Task prompt >>
Look through the lines below, find those with the word "Loredan", and copy them.
[Data provided]
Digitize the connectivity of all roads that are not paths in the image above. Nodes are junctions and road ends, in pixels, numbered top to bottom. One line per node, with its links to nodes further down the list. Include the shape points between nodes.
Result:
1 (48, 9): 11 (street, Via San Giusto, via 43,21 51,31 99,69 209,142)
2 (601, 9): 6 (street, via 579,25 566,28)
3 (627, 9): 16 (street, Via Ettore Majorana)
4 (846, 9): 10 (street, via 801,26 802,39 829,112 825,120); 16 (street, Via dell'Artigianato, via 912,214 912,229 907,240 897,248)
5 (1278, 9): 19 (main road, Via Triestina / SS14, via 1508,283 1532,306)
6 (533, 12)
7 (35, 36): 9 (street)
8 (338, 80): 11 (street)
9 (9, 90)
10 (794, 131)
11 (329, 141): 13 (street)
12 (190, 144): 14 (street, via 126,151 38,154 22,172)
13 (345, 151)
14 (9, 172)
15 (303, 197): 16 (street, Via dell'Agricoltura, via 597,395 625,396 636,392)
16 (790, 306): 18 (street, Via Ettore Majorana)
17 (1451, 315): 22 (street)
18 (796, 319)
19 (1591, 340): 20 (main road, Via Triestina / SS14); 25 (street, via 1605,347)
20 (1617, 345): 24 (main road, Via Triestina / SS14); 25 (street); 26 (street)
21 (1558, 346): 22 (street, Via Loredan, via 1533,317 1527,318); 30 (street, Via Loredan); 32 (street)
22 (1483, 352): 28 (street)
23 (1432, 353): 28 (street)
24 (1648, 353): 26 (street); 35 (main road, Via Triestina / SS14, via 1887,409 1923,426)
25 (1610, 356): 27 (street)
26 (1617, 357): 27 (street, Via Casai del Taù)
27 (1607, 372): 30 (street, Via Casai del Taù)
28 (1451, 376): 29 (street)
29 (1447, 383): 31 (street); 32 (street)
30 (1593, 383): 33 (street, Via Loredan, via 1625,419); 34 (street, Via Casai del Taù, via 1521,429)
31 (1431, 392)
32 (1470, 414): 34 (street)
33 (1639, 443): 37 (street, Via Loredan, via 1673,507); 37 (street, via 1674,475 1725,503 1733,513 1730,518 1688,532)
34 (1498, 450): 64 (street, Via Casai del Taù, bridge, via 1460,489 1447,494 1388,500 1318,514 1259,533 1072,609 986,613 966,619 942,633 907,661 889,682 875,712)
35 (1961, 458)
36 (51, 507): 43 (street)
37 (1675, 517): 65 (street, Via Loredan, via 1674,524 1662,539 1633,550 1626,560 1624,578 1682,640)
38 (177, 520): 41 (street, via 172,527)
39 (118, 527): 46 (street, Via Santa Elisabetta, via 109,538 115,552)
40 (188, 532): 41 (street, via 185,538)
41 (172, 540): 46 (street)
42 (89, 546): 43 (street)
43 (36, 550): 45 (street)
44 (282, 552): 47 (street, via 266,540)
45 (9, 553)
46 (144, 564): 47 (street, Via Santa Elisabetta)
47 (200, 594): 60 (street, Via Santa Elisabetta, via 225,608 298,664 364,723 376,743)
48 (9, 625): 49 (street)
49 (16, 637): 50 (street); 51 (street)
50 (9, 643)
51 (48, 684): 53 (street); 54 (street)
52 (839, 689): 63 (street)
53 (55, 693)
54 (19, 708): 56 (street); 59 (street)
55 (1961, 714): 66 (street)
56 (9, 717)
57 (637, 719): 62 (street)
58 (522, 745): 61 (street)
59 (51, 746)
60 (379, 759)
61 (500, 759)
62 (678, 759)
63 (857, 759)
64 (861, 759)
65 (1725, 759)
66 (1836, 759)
[/Data provided]
Response to this exercise >>
21 (1558, 346): 22 (street, Via Loredan, via 1533,317 1527,318); 30 (street, Via Loredan); 32 (street)
30 (1593, 383): 33 (street, Via Loredan, via 1625,419); 34 (street, Via Casai del Taù, via 1521,429)
33 (1639, 443): 37 (street, Via Loredan, via 1673,507); 37 (street, via 1674,475 1725,503 1733,513 1730,518 1688,532)
37 (1675, 517): 65 (street, Via Loredan, via 1674,524 1662,539 1633,550 1626,560 1624,578 1682,640)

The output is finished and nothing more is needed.